──────── Data for processing

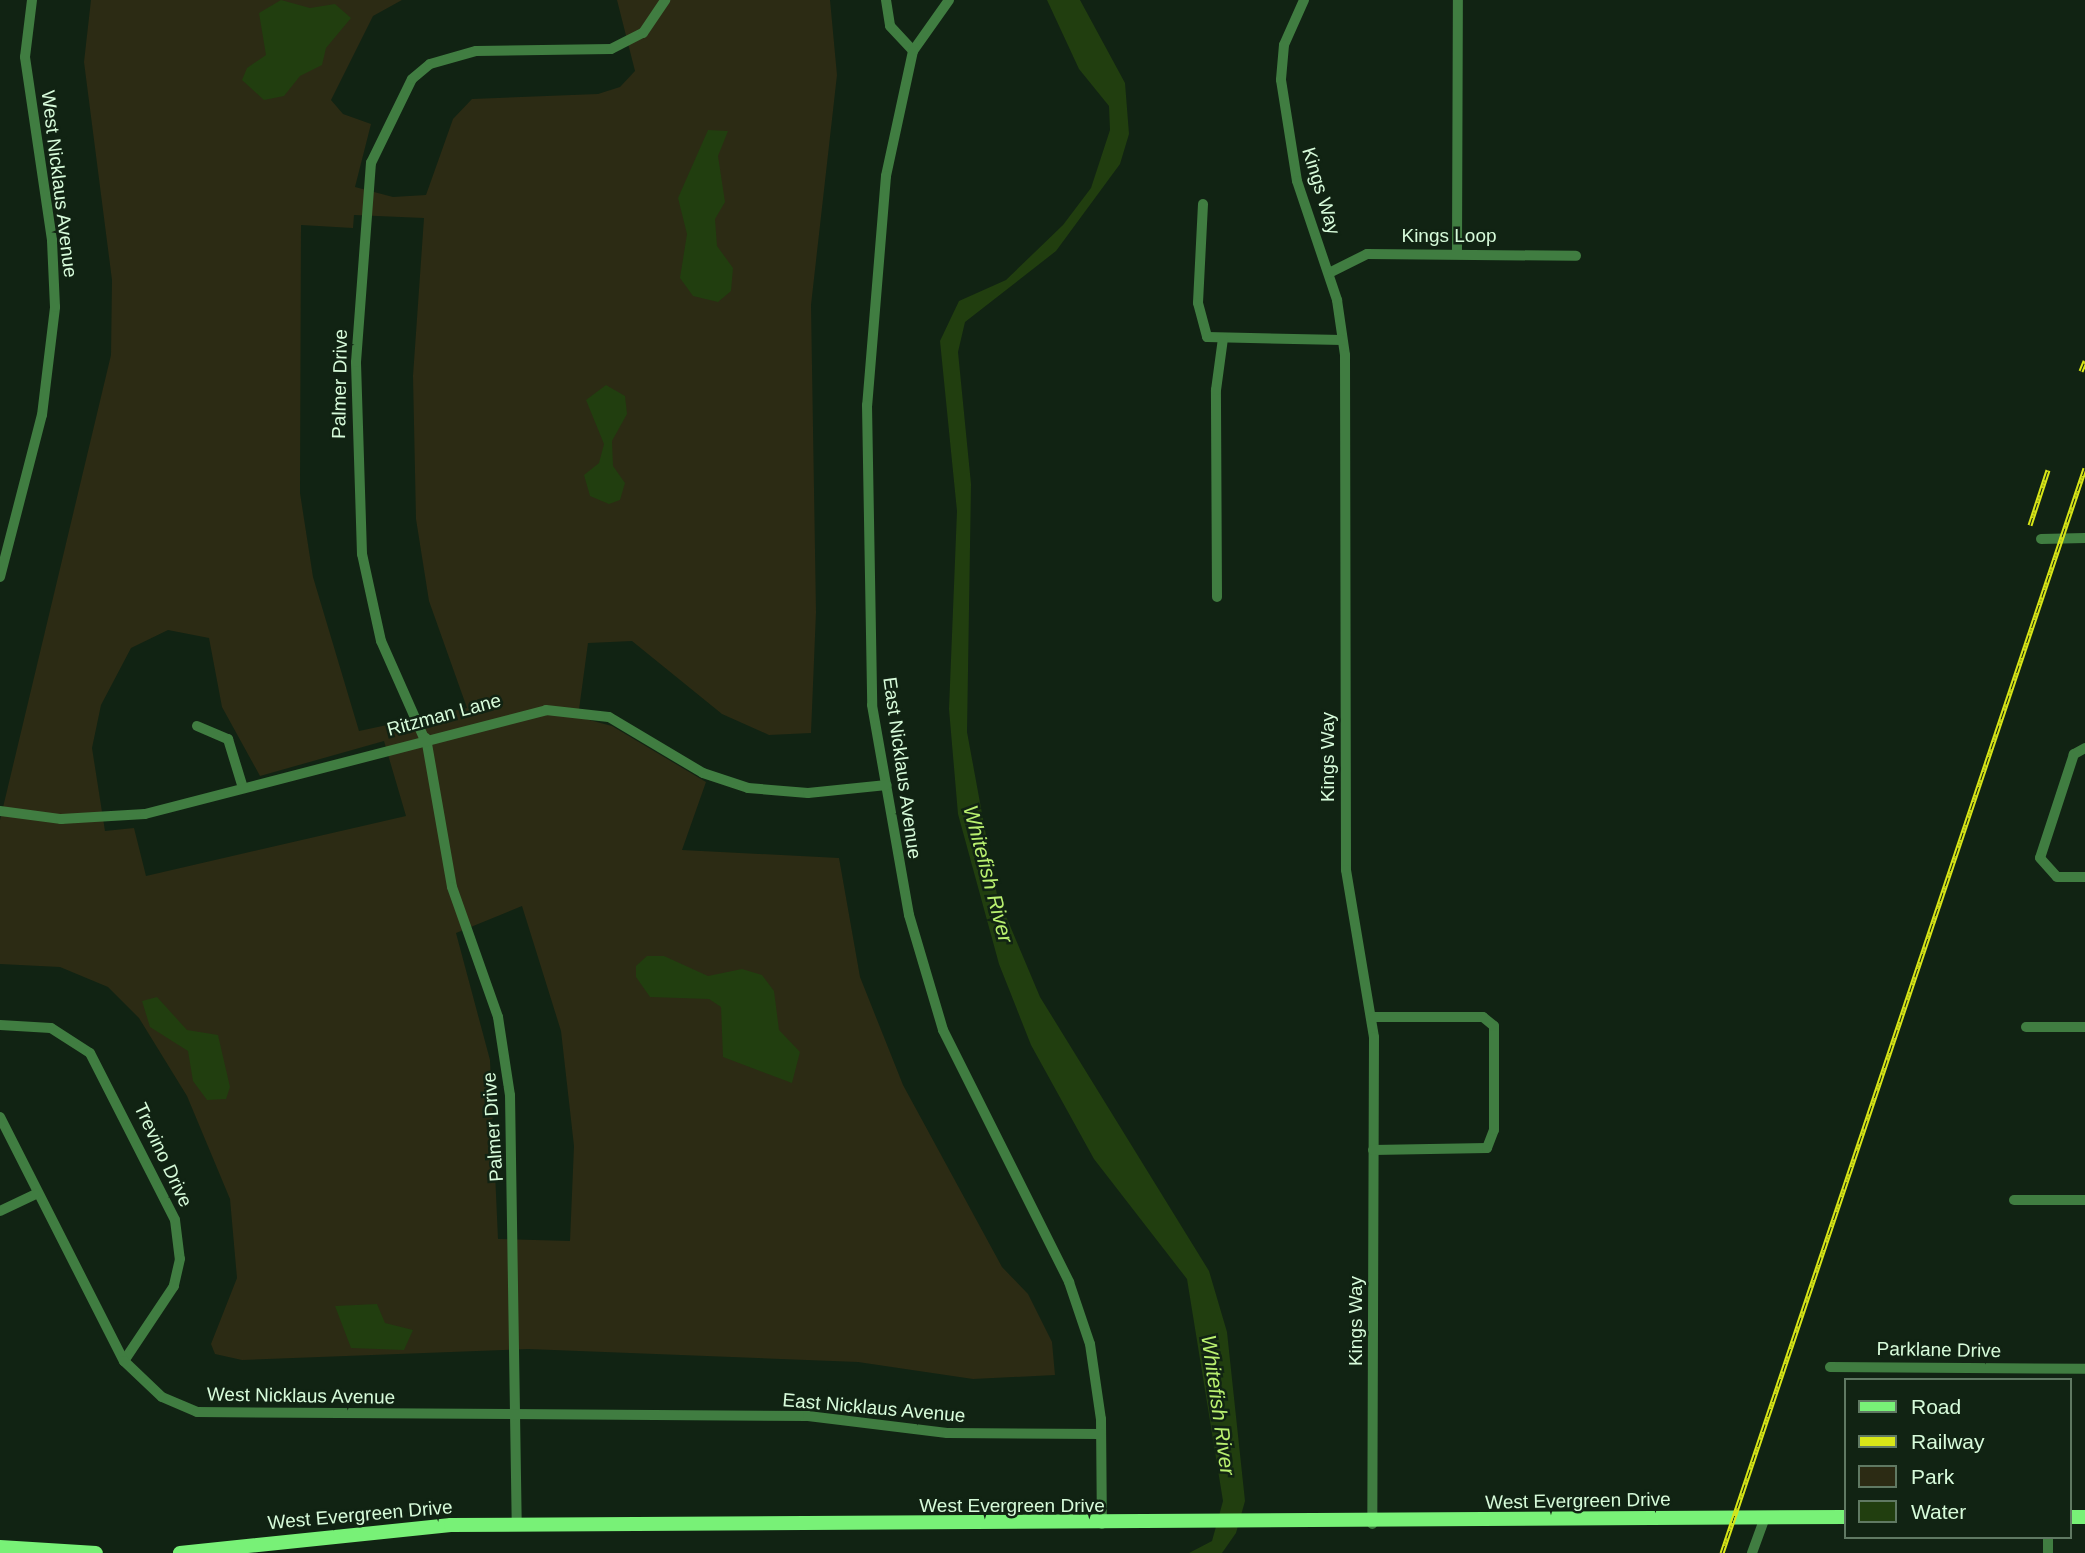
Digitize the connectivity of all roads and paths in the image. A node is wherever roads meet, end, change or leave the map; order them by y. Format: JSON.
{"nodes":[{"id":1,"x":32,"y":0,"type":"edge"},
{"id":2,"x":665,"y":0,"type":"edge"},
{"id":3,"x":886,"y":0,"type":"edge"},
{"id":4,"x":950,"y":0,"type":"edge"},
{"id":5,"x":1304,"y":0,"type":"edge"},
{"id":6,"x":1458,"y":0,"type":"edge"},
{"id":7,"x":913,"y":51,"type":"junction"},
{"id":8,"x":1203,"y":204,"type":"dead end"},
{"id":9,"x":1457,"y":252,"type":"junction"},
{"id":10,"x":1576,"y":256,"type":"dead end"},
{"id":11,"x":1329,"y":273,"type":"junction"},
{"id":12,"x":1223,"y":338,"type":"junction"},
{"id":13,"x":1342,"y":340,"type":"junction"},
{"id":14,"x":2085,"y":538,"type":"edge"},
{"id":15,"x":2041,"y":539,"type":"dead end"},
{"id":16,"x":0,"y":577,"type":"edge"},
{"id":17,"x":1217,"y":597,"type":"dead end"},
{"id":18,"x":197,"y":726,"type":"dead end"},
{"id":19,"x":425,"y":738,"type":"junction"},
{"id":20,"x":2085,"y":748,"type":"edge"},
{"id":21,"x":887,"y":785,"type":"junction"},
{"id":22,"x":243,"y":788,"type":"junction"},
{"id":23,"x":0,"y":811,"type":"edge"},
{"id":24,"x":2085,"y":877,"type":"edge"},
{"id":25,"x":1373,"y":1017,"type":"junction"},
{"id":26,"x":0,"y":1025,"type":"edge"},
{"id":27,"x":2026,"y":1027,"type":"dead end"},
{"id":28,"x":2085,"y":1027,"type":"edge"},
{"id":29,"x":0,"y":1117,"type":"edge"},
{"id":30,"x":1373,"y":1150,"type":"junction"},
{"id":31,"x":38,"y":1193,"type":"junction"},
{"id":32,"x":2014,"y":1200,"type":"dead end"},
{"id":33,"x":2085,"y":1200,"type":"edge"},
{"id":34,"x":0,"y":1211,"type":"edge"},
{"id":35,"x":124,"y":1361,"type":"junction"},
{"id":36,"x":1830,"y":1367,"type":"dead end"},
{"id":37,"x":2085,"y":1369,"type":"edge"},
{"id":38,"x":2048,"y":1374,"type":"edge"},
{"id":39,"x":517,"y":1415,"type":"junction"},
{"id":40,"x":1101,"y":1434,"type":"junction"},
{"id":41,"x":1843,"y":1517,"type":"edge"},
{"id":42,"x":1765,"y":1518,"type":"junction"},
{"id":43,"x":1102,"y":1524,"type":"junction"},
{"id":44,"x":1372,"y":1524,"type":"junction"},
{"id":45,"x":517,"y":1525,"type":"junction"},
{"id":46,"x":0,"y":1547,"type":"edge"},
{"id":47,"x":96,"y":1553,"type":"edge"},
{"id":48,"x":180,"y":1553,"type":"edge"},
{"id":49,"x":1752,"y":1553,"type":"edge"}],
"edges":[{"from":1,"to":16,"type":"street","name":"West Nicklaus Avenue"},
{"from":2,"to":19,"type":"street","name":"Palmer Drive"},
{"from":3,"to":7,"type":"street"},
{"from":4,"to":7,"type":"street","name":"East Nicklaus Avenue"},
{"from":5,"to":11,"type":"street","name":"Kings Way"},
{"from":6,"to":9,"type":"street"},
{"from":7,"to":21,"type":"street","name":"East Nicklaus Avenue"},
{"from":8,"to":12,"type":"street"},
{"from":9,"to":10,"type":"street","name":"Kings Loop"},
{"from":9,"to":11,"type":"street","name":"Kings Loop"},
{"from":11,"to":13,"type":"street","name":"Kings Way"},
{"from":12,"to":13,"type":"street"},
{"from":12,"to":17,"type":"street"},
{"from":13,"to":25,"type":"street","name":"Kings Way"},
{"from":14,"to":15,"type":"street"},
{"from":18,"to":22,"type":"street"},
{"from":19,"to":21,"type":"street","name":"Ritzman Lane"},
{"from":19,"to":22,"type":"street","name":"Ritzman Lane"},
{"from":19,"to":39,"type":"street","name":"Palmer Drive"},
{"from":20,"to":24,"type":"street"},
{"from":21,"to":40,"type":"street","name":"East Nicklaus Avenue"},
{"from":22,"to":23,"type":"street","name":"Ritzman Lane"},
{"from":25,"to":30,"type":"street","name":"Kings Way"},
{"from":25,"to":30,"type":"street"},
{"from":26,"to":35,"type":"street","name":"Trevino Drive"},
{"from":27,"to":28,"type":"street"},
{"from":29,"to":31,"type":"street","name":"West Nicklaus Avenue"},
{"from":30,"to":44,"type":"street","name":"Kings Way"},
{"from":31,"to":34,"type":"street"},
{"from":31,"to":35,"type":"street","name":"West Nicklaus Avenue"},
{"from":32,"to":33,"type":"street"},
{"from":35,"to":39,"type":"street","name":"West Nicklaus Avenue"},
{"from":36,"to":38,"type":"street","name":"Parklane Drive"},
{"from":37,"to":38,"type":"street","name":"Parklane Drive"},
{"from":39,"to":40,"type":"street","name":"East Nicklaus Avenue"},
{"from":39,"to":45,"type":"street","name":"Palmer Drive"},
{"from":40,"to":43,"type":"street","name":"East Nicklaus Avenue"},
{"from":41,"to":42,"type":"street","name":"West Evergreen Drive"},
{"from":42,"to":44,"type":"street","name":"West Evergreen Drive"},
{"from":42,"to":49,"type":"street"},
{"from":43,"to":44,"type":"street","name":"West Evergreen Drive"},
{"from":43,"to":45,"type":"street","name":"West Evergreen Drive"},
{"from":45,"to":48,"type":"street","name":"West Evergreen Drive"},
{"from":46,"to":47,"type":"street"}]}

────────────────

> [How to complete this task]: Would you copy all the material exactly, dropping the pictures?

> [Written solution]:
Digitize the connectivity of all roads and paths in the image. A node is wherever roads meet, end, change or leave the map; order them by y. Format: JSON.
{"nodes":[{"id":1,"x":32,"y":0,"type":"edge"},
{"id":2,"x":665,"y":0,"type":"edge"},
{"id":3,"x":886,"y":0,"type":"edge"},
{"id":4,"x":950,"y":0,"type":"edge"},
{"id":5,"x":1304,"y":0,"type":"edge"},
{"id":6,"x":1458,"y":0,"type":"edge"},
{"id":7,"x":913,"y":51,"type":"junction"},
{"id":8,"x":1203,"y":204,"type":"dead end"},
{"id":9,"x":1457,"y":252,"type":"junction"},
{"id":10,"x":1576,"y":256,"type":"dead end"},
{"id":11,"x":1329,"y":273,"type":"junction"},
{"id":12,"x":1223,"y":338,"type":"junction"},
{"id":13,"x":1342,"y":340,"type":"junction"},
{"id":14,"x":2085,"y":538,"type":"edge"},
{"id":15,"x":2041,"y":539,"type":"dead end"},
{"id":16,"x":0,"y":577,"type":"edge"},
{"id":17,"x":1217,"y":597,"type":"dead end"},
{"id":18,"x":197,"y":726,"type":"dead end"},
{"id":19,"x":425,"y":738,"type":"junction"},
{"id":20,"x":2085,"y":748,"type":"edge"},
{"id":21,"x":887,"y":785,"type":"junction"},
{"id":22,"x":243,"y":788,"type":"junction"},
{"id":23,"x":0,"y":811,"type":"edge"},
{"id":24,"x":2085,"y":877,"type":"edge"},
{"id":25,"x":1373,"y":1017,"type":"junction"},
{"id":26,"x":0,"y":1025,"type":"edge"},
{"id":27,"x":2026,"y":1027,"type":"dead end"},
{"id":28,"x":2085,"y":1027,"type":"edge"},
{"id":29,"x":0,"y":1117,"type":"edge"},
{"id":30,"x":1373,"y":1150,"type":"junction"},
{"id":31,"x":38,"y":1193,"type":"junction"},
{"id":32,"x":2014,"y":1200,"type":"dead end"},
{"id":33,"x":2085,"y":1200,"type":"edge"},
{"id":34,"x":0,"y":1211,"type":"edge"},
{"id":35,"x":124,"y":1361,"type":"junction"},
{"id":36,"x":1830,"y":1367,"type":"dead end"},
{"id":37,"x":2085,"y":1369,"type":"edge"},
{"id":38,"x":2048,"y":1374,"type":"edge"},
{"id":39,"x":517,"y":1415,"type":"junction"},
{"id":40,"x":1101,"y":1434,"type":"junction"},
{"id":41,"x":1843,"y":1517,"type":"edge"},
{"id":42,"x":1765,"y":1518,"type":"junction"},
{"id":43,"x":1102,"y":1524,"type":"junction"},
{"id":44,"x":1372,"y":1524,"type":"junction"},
{"id":45,"x":517,"y":1525,"type":"junction"},
{"id":46,"x":0,"y":1547,"type":"edge"},
{"id":47,"x":96,"y":1553,"type":"edge"},
{"id":48,"x":180,"y":1553,"type":"edge"},
{"id":49,"x":1752,"y":1553,"type":"edge"}],
"edges":[{"from":1,"to":16,"type":"street","name":"West Nicklaus Avenue"},
{"from":2,"to":19,"type":"street","name":"Palmer Drive"},
{"from":3,"to":7,"type":"street"},
{"from":4,"to":7,"type":"street","name":"East Nicklaus Avenue"},
{"from":5,"to":11,"type":"street","name":"Kings Way"},
{"from":6,"to":9,"type":"street"},
{"from":7,"to":21,"type":"street","name":"East Nicklaus Avenue"},
{"from":8,"to":12,"type":"street"},
{"from":9,"to":10,"type":"street","name":"Kings Loop"},
{"from":9,"to":11,"type":"street","name":"Kings Loop"},
{"from":11,"to":13,"type":"street","name":"Kings Way"},
{"from":12,"to":13,"type":"street"},
{"from":12,"to":17,"type":"street"},
{"from":13,"to":25,"type":"street","name":"Kings Way"},
{"from":14,"to":15,"type":"street"},
{"from":18,"to":22,"type":"street"},
{"from":19,"to":21,"type":"street","name":"Ritzman Lane"},
{"from":19,"to":22,"type":"street","name":"Ritzman Lane"},
{"from":19,"to":39,"type":"street","name":"Palmer Drive"},
{"from":20,"to":24,"type":"street"},
{"from":21,"to":40,"type":"street","name":"East Nicklaus Avenue"},
{"from":22,"to":23,"type":"street","name":"Ritzman Lane"},
{"from":25,"to":30,"type":"street","name":"Kings Way"},
{"from":25,"to":30,"type":"street"},
{"from":26,"to":35,"type":"street","name":"Trevino Drive"},
{"from":27,"to":28,"type":"street"},
{"from":29,"to":31,"type":"street","name":"West Nicklaus Avenue"},
{"from":30,"to":44,"type":"street","name":"Kings Way"},
{"from":31,"to":34,"type":"street"},
{"from":31,"to":35,"type":"street","name":"West Nicklaus Avenue"},
{"from":32,"to":33,"type":"street"},
{"from":35,"to":39,"type":"street","name":"West Nicklaus Avenue"},
{"from":36,"to":38,"type":"street","name":"Parklane Drive"},
{"from":37,"to":38,"type":"street","name":"Parklane Drive"},
{"from":39,"to":40,"type":"street","name":"East Nicklaus Avenue"},
{"from":39,"to":45,"type":"street","name":"Palmer Drive"},
{"from":40,"to":43,"type":"street","name":"East Nicklaus Avenue"},
{"from":41,"to":42,"type":"street","name":"West Evergreen Drive"},
{"from":42,"to":44,"type":"street","name":"West Evergreen Drive"},
{"from":42,"to":49,"type":"street"},
{"from":43,"to":44,"type":"street","name":"West Evergreen Drive"},
{"from":43,"to":45,"type":"street","name":"West Evergreen Drive"},
{"from":45,"to":48,"type":"street","name":"West Evergreen Drive"},
{"from":46,"to":47,"type":"street"}]}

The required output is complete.